---------- Material for the task ----------
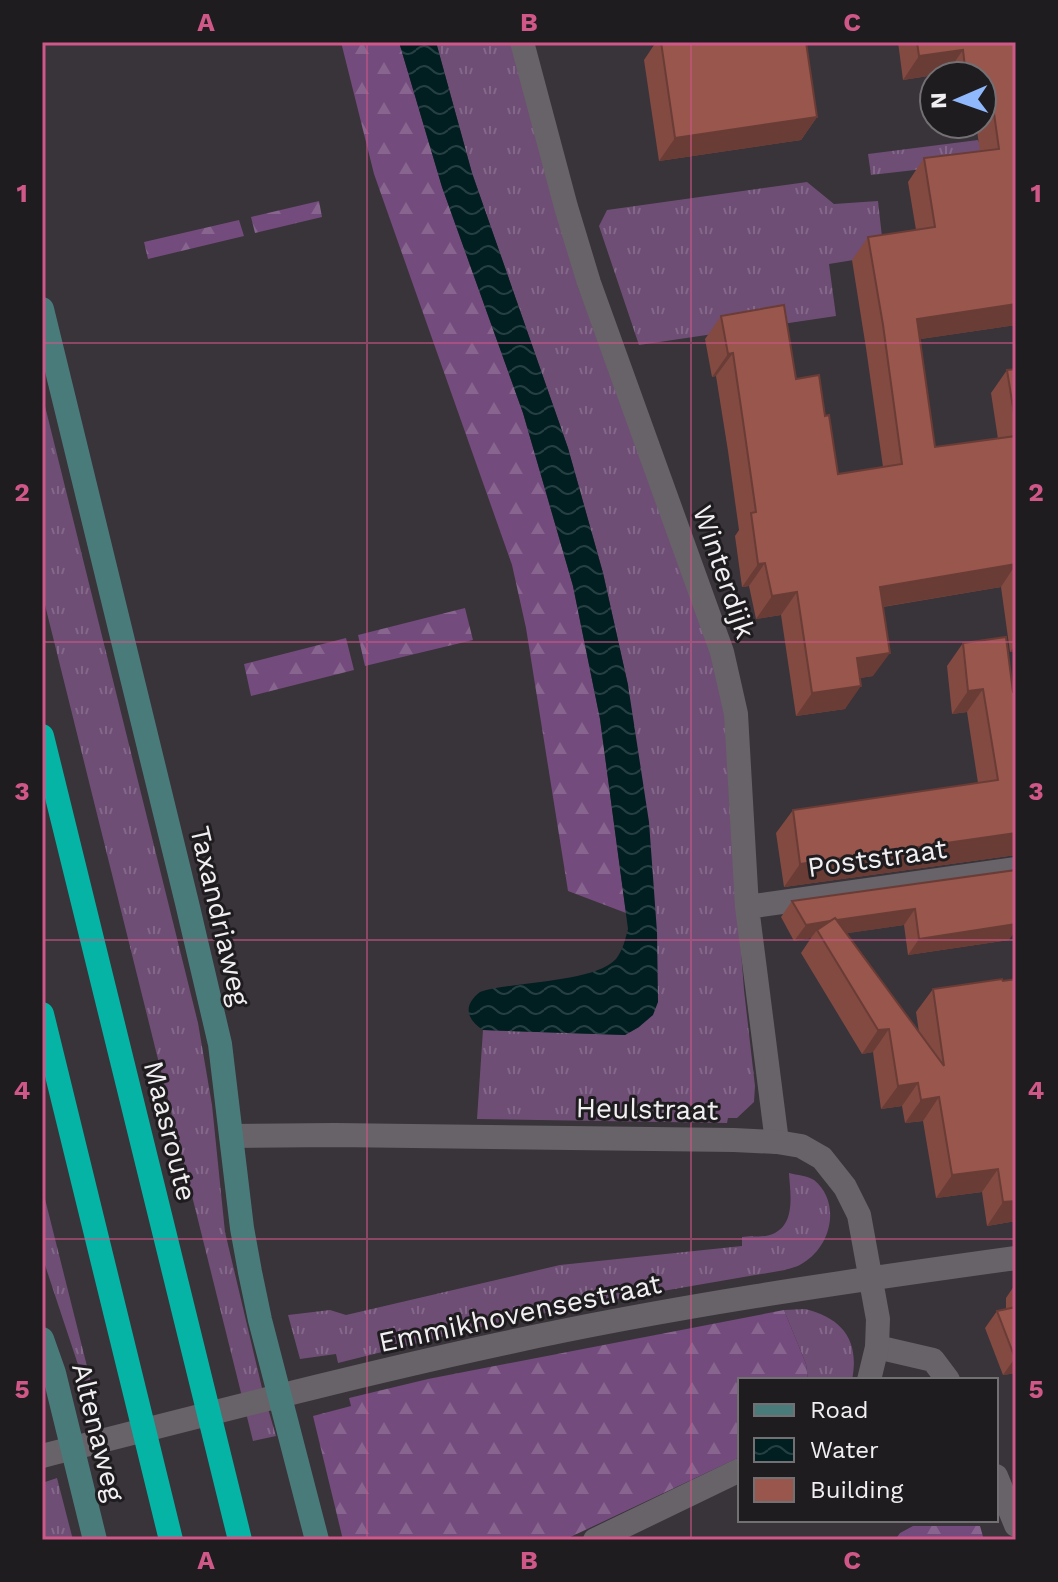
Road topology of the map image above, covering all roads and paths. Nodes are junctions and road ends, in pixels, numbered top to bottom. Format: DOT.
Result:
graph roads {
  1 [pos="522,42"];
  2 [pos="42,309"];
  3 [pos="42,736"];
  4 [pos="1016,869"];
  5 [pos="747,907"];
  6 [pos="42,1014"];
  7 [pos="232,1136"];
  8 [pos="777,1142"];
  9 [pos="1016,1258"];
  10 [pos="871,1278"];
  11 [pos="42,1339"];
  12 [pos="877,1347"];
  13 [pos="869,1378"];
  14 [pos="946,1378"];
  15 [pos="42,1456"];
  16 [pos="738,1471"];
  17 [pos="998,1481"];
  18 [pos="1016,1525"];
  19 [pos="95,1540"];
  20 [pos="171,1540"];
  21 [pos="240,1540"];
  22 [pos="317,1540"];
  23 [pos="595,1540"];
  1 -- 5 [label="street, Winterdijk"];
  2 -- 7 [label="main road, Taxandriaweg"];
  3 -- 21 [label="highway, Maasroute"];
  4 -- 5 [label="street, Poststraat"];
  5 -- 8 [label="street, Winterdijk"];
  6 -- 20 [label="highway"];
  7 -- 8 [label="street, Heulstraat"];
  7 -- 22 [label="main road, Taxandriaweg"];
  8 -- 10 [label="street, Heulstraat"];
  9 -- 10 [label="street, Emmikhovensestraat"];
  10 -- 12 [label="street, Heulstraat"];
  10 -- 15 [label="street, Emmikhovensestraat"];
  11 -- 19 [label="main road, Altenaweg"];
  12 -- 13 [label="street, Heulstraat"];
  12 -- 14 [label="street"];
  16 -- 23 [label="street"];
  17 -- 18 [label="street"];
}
----------
---------- Material for the task ----------
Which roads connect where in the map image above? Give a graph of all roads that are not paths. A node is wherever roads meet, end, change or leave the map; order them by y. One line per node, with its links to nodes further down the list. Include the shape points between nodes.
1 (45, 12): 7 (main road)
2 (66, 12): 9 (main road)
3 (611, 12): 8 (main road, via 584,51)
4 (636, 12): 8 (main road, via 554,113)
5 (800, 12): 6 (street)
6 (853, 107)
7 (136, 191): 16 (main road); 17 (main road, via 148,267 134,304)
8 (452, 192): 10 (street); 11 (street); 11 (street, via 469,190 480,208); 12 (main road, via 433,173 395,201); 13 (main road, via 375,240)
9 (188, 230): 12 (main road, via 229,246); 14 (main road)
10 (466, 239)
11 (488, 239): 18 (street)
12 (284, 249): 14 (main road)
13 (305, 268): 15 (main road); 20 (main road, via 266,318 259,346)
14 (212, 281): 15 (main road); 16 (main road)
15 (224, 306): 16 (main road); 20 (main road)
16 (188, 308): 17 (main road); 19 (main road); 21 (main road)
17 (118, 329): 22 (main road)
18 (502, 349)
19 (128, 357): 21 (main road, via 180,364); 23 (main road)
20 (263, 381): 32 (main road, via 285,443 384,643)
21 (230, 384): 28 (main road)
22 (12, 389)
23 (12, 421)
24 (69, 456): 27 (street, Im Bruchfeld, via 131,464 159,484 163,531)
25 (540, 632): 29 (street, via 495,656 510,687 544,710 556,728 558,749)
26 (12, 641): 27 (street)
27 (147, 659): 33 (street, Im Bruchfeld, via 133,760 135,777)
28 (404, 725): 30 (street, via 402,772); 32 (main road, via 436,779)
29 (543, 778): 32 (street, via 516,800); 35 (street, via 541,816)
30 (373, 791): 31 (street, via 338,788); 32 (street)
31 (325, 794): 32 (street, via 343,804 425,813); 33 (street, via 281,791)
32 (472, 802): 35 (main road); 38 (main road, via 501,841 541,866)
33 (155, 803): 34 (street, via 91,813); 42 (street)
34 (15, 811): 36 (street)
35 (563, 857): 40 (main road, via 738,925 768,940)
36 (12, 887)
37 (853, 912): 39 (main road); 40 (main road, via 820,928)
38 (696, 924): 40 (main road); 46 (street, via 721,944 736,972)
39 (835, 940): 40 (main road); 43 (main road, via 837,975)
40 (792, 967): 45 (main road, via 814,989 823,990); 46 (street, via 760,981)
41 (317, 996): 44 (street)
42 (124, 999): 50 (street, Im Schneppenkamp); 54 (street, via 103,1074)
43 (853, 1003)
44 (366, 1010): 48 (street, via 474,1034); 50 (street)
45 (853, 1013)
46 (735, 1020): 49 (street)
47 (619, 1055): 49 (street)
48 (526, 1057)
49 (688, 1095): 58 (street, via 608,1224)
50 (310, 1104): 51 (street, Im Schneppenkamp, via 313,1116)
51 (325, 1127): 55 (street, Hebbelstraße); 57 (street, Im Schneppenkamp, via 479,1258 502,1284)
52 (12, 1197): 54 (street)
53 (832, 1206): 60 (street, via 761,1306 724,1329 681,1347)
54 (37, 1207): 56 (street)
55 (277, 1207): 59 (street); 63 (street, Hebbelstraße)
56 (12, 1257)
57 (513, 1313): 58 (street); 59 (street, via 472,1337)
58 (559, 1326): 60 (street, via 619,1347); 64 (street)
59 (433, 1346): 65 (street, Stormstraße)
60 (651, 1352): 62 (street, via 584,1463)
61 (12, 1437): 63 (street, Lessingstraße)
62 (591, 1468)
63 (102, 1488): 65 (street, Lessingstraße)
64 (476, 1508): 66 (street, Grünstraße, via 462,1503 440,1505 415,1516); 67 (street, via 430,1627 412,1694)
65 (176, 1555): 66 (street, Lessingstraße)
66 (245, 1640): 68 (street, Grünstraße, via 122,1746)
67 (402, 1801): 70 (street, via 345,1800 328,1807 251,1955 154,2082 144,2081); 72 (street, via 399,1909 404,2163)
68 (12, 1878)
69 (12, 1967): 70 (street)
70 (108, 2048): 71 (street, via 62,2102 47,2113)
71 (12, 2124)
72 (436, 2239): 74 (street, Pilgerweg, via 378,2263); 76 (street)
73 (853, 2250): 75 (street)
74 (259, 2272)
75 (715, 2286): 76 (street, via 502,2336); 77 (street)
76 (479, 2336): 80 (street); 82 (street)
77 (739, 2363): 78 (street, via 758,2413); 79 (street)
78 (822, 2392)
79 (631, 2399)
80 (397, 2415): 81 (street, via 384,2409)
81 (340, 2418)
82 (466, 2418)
----------
Copy each line of the listing that contains the string "Lessingstraße".

### Exercise response
61 (12, 1437): 63 (street, Lessingstraße)
63 (102, 1488): 65 (street, Lessingstraße)
65 (176, 1555): 66 (street, Lessingstraße)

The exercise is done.